• _What this task involves_: For the data below, say how many lines contain "AUTOPISTA". Only the number should be given.
===
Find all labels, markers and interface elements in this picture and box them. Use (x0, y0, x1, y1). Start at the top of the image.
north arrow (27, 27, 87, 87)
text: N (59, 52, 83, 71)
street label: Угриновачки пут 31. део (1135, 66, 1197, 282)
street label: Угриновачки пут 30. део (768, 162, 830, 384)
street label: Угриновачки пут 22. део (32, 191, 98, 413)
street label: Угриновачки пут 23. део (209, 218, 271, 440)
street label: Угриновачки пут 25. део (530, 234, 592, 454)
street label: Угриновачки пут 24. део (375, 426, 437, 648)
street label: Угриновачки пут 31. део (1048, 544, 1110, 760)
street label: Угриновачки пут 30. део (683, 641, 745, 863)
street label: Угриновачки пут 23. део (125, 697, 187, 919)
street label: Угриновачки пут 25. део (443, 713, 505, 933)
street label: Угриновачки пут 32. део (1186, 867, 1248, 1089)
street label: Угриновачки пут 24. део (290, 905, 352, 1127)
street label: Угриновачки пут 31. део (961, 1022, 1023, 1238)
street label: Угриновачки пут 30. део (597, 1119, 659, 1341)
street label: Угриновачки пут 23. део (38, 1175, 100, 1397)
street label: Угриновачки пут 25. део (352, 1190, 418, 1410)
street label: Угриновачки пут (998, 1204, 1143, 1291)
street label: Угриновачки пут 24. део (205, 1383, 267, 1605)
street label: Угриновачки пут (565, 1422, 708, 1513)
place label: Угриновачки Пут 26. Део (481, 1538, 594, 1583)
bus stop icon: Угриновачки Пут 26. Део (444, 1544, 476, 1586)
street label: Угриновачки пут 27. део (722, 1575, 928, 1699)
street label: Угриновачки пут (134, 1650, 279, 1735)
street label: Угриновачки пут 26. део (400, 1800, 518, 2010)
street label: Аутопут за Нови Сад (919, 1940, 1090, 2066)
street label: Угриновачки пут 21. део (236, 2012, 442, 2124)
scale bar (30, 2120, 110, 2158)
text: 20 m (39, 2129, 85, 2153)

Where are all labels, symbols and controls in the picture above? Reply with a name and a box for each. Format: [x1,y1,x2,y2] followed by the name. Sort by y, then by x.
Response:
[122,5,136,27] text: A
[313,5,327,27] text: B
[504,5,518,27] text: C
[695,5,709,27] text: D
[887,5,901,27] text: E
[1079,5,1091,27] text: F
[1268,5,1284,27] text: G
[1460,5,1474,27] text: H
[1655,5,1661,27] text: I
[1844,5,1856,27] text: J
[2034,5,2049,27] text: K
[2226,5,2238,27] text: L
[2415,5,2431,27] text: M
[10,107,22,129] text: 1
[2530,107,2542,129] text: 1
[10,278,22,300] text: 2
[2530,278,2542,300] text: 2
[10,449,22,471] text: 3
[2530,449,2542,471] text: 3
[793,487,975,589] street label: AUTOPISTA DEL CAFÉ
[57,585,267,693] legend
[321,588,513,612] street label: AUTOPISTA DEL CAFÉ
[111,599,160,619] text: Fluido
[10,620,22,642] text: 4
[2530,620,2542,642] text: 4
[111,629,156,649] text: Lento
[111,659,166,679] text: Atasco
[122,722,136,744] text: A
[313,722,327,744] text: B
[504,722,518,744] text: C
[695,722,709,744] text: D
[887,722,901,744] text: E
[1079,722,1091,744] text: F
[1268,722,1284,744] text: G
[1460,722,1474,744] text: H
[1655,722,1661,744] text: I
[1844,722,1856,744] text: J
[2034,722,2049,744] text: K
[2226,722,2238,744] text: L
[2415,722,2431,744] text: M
===
• _Task solution_: 2